(Stored entries)
------------------------
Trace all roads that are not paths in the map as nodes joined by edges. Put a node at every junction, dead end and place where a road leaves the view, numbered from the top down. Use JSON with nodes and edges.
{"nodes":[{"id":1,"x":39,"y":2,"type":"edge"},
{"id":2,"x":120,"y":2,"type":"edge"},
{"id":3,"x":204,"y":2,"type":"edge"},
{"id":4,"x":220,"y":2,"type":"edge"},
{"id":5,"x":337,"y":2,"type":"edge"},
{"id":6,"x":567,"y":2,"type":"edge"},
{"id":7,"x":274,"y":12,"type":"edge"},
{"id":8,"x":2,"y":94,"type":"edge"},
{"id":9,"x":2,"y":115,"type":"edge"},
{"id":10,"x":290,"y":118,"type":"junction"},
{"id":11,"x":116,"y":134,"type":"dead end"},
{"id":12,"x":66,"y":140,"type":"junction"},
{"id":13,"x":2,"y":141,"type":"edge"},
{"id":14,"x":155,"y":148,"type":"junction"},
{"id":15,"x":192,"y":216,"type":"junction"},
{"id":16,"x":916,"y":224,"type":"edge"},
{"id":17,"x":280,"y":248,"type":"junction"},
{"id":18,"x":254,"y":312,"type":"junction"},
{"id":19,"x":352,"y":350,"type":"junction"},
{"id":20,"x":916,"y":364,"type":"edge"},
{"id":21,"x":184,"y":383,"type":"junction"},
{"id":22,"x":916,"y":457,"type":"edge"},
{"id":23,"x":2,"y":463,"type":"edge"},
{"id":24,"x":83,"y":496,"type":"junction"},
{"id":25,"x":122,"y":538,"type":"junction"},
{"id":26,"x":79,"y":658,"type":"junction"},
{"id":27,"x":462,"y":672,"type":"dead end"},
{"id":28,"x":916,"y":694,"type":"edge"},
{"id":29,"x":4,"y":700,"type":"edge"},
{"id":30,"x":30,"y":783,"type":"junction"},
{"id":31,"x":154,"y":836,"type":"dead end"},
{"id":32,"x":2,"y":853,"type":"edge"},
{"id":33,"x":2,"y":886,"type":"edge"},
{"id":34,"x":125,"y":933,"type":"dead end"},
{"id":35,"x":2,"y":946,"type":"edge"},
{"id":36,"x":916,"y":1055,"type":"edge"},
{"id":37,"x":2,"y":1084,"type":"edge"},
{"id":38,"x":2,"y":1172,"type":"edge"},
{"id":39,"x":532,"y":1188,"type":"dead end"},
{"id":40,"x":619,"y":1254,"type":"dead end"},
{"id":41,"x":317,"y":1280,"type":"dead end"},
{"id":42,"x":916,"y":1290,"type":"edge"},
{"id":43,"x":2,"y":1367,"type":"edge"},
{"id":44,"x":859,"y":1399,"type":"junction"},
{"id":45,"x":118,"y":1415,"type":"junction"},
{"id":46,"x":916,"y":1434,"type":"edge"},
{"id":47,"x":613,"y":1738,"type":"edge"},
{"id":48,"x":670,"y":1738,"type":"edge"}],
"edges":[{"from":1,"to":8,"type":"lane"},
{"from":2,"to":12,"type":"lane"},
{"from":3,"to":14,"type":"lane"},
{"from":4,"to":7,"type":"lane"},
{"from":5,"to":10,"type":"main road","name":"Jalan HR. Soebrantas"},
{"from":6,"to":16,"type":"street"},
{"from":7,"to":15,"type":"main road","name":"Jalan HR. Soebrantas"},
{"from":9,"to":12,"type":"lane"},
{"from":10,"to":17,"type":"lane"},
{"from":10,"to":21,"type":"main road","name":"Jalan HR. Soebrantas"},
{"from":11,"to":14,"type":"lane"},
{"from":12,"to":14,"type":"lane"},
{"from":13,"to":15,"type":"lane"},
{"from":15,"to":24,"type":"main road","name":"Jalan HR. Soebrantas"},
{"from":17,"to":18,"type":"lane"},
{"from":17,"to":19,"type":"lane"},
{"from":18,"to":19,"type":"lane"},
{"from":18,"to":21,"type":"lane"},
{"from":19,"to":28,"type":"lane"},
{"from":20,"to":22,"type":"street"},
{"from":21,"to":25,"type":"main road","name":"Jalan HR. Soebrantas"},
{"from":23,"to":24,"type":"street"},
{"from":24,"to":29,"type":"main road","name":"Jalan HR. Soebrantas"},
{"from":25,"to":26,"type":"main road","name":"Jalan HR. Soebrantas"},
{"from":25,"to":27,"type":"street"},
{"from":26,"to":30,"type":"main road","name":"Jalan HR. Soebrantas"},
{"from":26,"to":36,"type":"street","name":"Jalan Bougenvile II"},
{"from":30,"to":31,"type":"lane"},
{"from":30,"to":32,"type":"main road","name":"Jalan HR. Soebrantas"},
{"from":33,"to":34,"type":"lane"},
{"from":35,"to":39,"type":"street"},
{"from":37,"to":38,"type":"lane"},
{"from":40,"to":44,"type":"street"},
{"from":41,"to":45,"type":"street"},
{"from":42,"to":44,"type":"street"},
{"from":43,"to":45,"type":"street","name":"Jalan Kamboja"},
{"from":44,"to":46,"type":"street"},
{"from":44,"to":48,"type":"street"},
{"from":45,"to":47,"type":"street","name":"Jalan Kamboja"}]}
------------------------
### [EXERCISE DETAILS]
Transcribe the records above exactly as they appear.

### [TASK OUTPUT]
Trace all roads that are not paths in the map as nodes joined by edges. Put a node at every junction, dead end and place where a road leaves the view, numbered from the top down. Use JSON with nodes and edges.
{"nodes":[{"id":1,"x":39,"y":2,"type":"edge"},
{"id":2,"x":120,"y":2,"type":"edge"},
{"id":3,"x":204,"y":2,"type":"edge"},
{"id":4,"x":220,"y":2,"type":"edge"},
{"id":5,"x":337,"y":2,"type":"edge"},
{"id":6,"x":567,"y":2,"type":"edge"},
{"id":7,"x":274,"y":12,"type":"edge"},
{"id":8,"x":2,"y":94,"type":"edge"},
{"id":9,"x":2,"y":115,"type":"edge"},
{"id":10,"x":290,"y":118,"type":"junction"},
{"id":11,"x":116,"y":134,"type":"dead end"},
{"id":12,"x":66,"y":140,"type":"junction"},
{"id":13,"x":2,"y":141,"type":"edge"},
{"id":14,"x":155,"y":148,"type":"junction"},
{"id":15,"x":192,"y":216,"type":"junction"},
{"id":16,"x":916,"y":224,"type":"edge"},
{"id":17,"x":280,"y":248,"type":"junction"},
{"id":18,"x":254,"y":312,"type":"junction"},
{"id":19,"x":352,"y":350,"type":"junction"},
{"id":20,"x":916,"y":364,"type":"edge"},
{"id":21,"x":184,"y":383,"type":"junction"},
{"id":22,"x":916,"y":457,"type":"edge"},
{"id":23,"x":2,"y":463,"type":"edge"},
{"id":24,"x":83,"y":496,"type":"junction"},
{"id":25,"x":122,"y":538,"type":"junction"},
{"id":26,"x":79,"y":658,"type":"junction"},
{"id":27,"x":462,"y":672,"type":"dead end"},
{"id":28,"x":916,"y":694,"type":"edge"},
{"id":29,"x":4,"y":700,"type":"edge"},
{"id":30,"x":30,"y":783,"type":"junction"},
{"id":31,"x":154,"y":836,"type":"dead end"},
{"id":32,"x":2,"y":853,"type":"edge"},
{"id":33,"x":2,"y":886,"type":"edge"},
{"id":34,"x":125,"y":933,"type":"dead end"},
{"id":35,"x":2,"y":946,"type":"edge"},
{"id":36,"x":916,"y":1055,"type":"edge"},
{"id":37,"x":2,"y":1084,"type":"edge"},
{"id":38,"x":2,"y":1172,"type":"edge"},
{"id":39,"x":532,"y":1188,"type":"dead end"},
{"id":40,"x":619,"y":1254,"type":"dead end"},
{"id":41,"x":317,"y":1280,"type":"dead end"},
{"id":42,"x":916,"y":1290,"type":"edge"},
{"id":43,"x":2,"y":1367,"type":"edge"},
{"id":44,"x":859,"y":1399,"type":"junction"},
{"id":45,"x":118,"y":1415,"type":"junction"},
{"id":46,"x":916,"y":1434,"type":"edge"},
{"id":47,"x":613,"y":1738,"type":"edge"},
{"id":48,"x":670,"y":1738,"type":"edge"}],
"edges":[{"from":1,"to":8,"type":"lane"},
{"from":2,"to":12,"type":"lane"},
{"from":3,"to":14,"type":"lane"},
{"from":4,"to":7,"type":"lane"},
{"from":5,"to":10,"type":"main road","name":"Jalan HR. Soebrantas"},
{"from":6,"to":16,"type":"street"},
{"from":7,"to":15,"type":"main road","name":"Jalan HR. Soebrantas"},
{"from":9,"to":12,"type":"lane"},
{"from":10,"to":17,"type":"lane"},
{"from":10,"to":21,"type":"main road","name":"Jalan HR. Soebrantas"},
{"from":11,"to":14,"type":"lane"},
{"from":12,"to":14,"type":"lane"},
{"from":13,"to":15,"type":"lane"},
{"from":15,"to":24,"type":"main road","name":"Jalan HR. Soebrantas"},
{"from":17,"to":18,"type":"lane"},
{"from":17,"to":19,"type":"lane"},
{"from":18,"to":19,"type":"lane"},
{"from":18,"to":21,"type":"lane"},
{"from":19,"to":28,"type":"lane"},
{"from":20,"to":22,"type":"street"},
{"from":21,"to":25,"type":"main road","name":"Jalan HR. Soebrantas"},
{"from":23,"to":24,"type":"street"},
{"from":24,"to":29,"type":"main road","name":"Jalan HR. Soebrantas"},
{"from":25,"to":26,"type":"main road","name":"Jalan HR. Soebrantas"},
{"from":25,"to":27,"type":"street"},
{"from":26,"to":30,"type":"main road","name":"Jalan HR. Soebrantas"},
{"from":26,"to":36,"type":"street","name":"Jalan Bougenvile II"},
{"from":30,"to":31,"type":"lane"},
{"from":30,"to":32,"type":"main road","name":"Jalan HR. Soebrantas"},
{"from":33,"to":34,"type":"lane"},
{"from":35,"to":39,"type":"street"},
{"from":37,"to":38,"type":"lane"},
{"from":40,"to":44,"type":"street"},
{"from":41,"to":45,"type":"street"},
{"from":42,"to":44,"type":"street"},
{"from":43,"to":45,"type":"street","name":"Jalan Kamboja"},
{"from":44,"to":46,"type":"street"},
{"from":44,"to":48,"type":"street"},
{"from":45,"to":47,"type":"street","name":"Jalan Kamboja"}]}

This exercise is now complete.